Completing acts of kindness has huge benefits for the person giving kindness as well as the person receiving the kindness. Interestingly a recent study (2) found no difference in the increased happiness states between groups who did the following for 7 days:
· Completed an act of kindness each day with people they had strong ties with
· Completed an act of kindness each day with people they had weak ties with (i.e., strangers)
· Completed novel acts of kindness for themselves
· Observed an act of kindness each day
These findings demonstrate that being kind to yourself as well as others are just as beneficial and simply observing acts of kindness is super helpful for us. Oh, and by the way, this study also found that the more acts of kindness completed, the higher the happiness levels.
Acts of kindness have also been shown to reduce depression in individuals who score low on the personality characteristic of agreeableness (3). Low agreeableness involves hostility, unfriendly behaviours and a propensity for conflict. When people assessing low on agreeableness participated in loving kindness meditations and acts of kindness, their levels of depression decreased and their life satisfaction increased, compared with a control group who did neither of these things.
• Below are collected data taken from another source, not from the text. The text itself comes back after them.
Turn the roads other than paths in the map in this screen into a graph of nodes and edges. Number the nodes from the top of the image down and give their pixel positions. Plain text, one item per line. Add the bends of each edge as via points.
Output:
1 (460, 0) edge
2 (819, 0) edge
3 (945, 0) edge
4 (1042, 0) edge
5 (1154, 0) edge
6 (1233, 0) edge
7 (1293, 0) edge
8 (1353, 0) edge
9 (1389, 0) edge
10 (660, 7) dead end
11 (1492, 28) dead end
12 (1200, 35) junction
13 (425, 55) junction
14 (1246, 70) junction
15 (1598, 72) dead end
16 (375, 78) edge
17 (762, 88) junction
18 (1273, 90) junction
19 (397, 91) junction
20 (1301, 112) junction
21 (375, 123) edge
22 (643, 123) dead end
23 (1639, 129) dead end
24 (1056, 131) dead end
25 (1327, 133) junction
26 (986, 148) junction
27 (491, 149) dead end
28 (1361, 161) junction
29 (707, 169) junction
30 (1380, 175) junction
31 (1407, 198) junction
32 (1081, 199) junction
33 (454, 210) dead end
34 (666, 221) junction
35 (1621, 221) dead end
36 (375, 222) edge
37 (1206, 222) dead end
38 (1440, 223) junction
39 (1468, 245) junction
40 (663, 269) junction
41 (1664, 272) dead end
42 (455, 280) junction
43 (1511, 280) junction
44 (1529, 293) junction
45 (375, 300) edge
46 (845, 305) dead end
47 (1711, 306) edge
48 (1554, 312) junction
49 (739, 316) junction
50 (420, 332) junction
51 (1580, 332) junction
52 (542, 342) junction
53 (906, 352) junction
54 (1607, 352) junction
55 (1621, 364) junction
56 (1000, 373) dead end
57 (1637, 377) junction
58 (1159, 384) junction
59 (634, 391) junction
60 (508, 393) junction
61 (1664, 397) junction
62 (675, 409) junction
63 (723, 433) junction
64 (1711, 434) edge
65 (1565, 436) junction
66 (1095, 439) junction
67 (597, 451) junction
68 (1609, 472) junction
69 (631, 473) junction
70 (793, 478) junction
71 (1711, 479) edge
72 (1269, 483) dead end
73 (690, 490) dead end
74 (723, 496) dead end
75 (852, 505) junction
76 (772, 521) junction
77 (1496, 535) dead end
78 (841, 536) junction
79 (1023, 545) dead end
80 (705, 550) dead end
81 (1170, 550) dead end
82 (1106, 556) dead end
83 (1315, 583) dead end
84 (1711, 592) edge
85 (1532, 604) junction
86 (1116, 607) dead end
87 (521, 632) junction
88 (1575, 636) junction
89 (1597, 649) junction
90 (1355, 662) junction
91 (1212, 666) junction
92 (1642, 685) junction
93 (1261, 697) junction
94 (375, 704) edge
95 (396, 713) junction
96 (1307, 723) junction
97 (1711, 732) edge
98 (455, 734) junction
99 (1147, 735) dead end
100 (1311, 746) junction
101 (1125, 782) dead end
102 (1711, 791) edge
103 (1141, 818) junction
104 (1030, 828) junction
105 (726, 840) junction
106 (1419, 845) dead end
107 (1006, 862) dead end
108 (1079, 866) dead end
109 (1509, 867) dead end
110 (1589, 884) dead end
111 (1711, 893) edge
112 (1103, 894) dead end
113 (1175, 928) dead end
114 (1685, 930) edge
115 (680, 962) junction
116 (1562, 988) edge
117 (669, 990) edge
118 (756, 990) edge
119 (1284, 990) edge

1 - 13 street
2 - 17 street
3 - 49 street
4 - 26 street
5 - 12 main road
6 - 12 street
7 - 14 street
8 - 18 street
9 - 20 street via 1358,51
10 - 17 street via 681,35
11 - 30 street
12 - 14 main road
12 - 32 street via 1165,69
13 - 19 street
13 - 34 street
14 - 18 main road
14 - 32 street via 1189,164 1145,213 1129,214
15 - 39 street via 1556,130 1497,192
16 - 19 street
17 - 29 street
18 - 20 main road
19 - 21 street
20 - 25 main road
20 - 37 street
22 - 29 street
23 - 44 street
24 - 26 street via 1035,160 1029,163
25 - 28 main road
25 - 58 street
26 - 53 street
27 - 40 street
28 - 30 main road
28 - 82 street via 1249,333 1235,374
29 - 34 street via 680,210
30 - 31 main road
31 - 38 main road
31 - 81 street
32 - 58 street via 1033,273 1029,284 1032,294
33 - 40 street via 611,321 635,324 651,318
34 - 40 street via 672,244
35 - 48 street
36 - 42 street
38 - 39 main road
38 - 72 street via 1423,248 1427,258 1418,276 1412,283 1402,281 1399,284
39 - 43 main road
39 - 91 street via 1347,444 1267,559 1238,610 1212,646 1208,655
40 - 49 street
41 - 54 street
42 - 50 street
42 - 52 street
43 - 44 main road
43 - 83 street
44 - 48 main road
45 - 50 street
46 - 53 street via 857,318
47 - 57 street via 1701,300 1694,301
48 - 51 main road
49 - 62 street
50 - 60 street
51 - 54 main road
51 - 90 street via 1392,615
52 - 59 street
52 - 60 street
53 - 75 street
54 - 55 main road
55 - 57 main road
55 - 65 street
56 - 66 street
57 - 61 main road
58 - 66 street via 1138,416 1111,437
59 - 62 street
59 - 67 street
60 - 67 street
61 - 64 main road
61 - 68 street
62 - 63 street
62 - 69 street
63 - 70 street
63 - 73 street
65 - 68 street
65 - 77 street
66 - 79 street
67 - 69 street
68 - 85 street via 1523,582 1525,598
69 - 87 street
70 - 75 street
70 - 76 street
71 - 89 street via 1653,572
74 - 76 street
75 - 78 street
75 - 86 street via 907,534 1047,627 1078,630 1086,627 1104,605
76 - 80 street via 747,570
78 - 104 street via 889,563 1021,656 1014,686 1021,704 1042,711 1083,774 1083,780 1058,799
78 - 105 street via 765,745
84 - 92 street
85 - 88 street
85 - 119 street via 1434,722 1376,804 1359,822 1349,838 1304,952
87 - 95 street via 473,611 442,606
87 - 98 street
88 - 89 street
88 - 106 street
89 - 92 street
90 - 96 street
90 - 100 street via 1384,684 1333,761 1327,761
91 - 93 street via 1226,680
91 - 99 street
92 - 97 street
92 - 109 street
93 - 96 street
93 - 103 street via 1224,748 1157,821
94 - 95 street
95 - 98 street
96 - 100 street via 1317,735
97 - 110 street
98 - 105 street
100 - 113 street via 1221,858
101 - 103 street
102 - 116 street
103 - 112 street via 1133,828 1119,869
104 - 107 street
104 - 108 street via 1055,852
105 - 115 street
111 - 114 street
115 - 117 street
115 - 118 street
Further to this, doing acts of kindness reported the most reduction in depression and increases in life satisfaction compared to doing loving kindness meditations.
Even those with the lowest levels of wellbeing, in difficult situations, benefit from acting with kindness. Compared with the general population, prisoners, for example have much lower levels of wellbeing. A recent study (4) that focused on Chinese prisoners, found that prisoners who completed daily acts of kindness, such as helping others with their laundry, teaching others computer skills or comforting someone who was upset, showed higher levels of wellbeing at the end of the study than those who counted their blessings or made no changes.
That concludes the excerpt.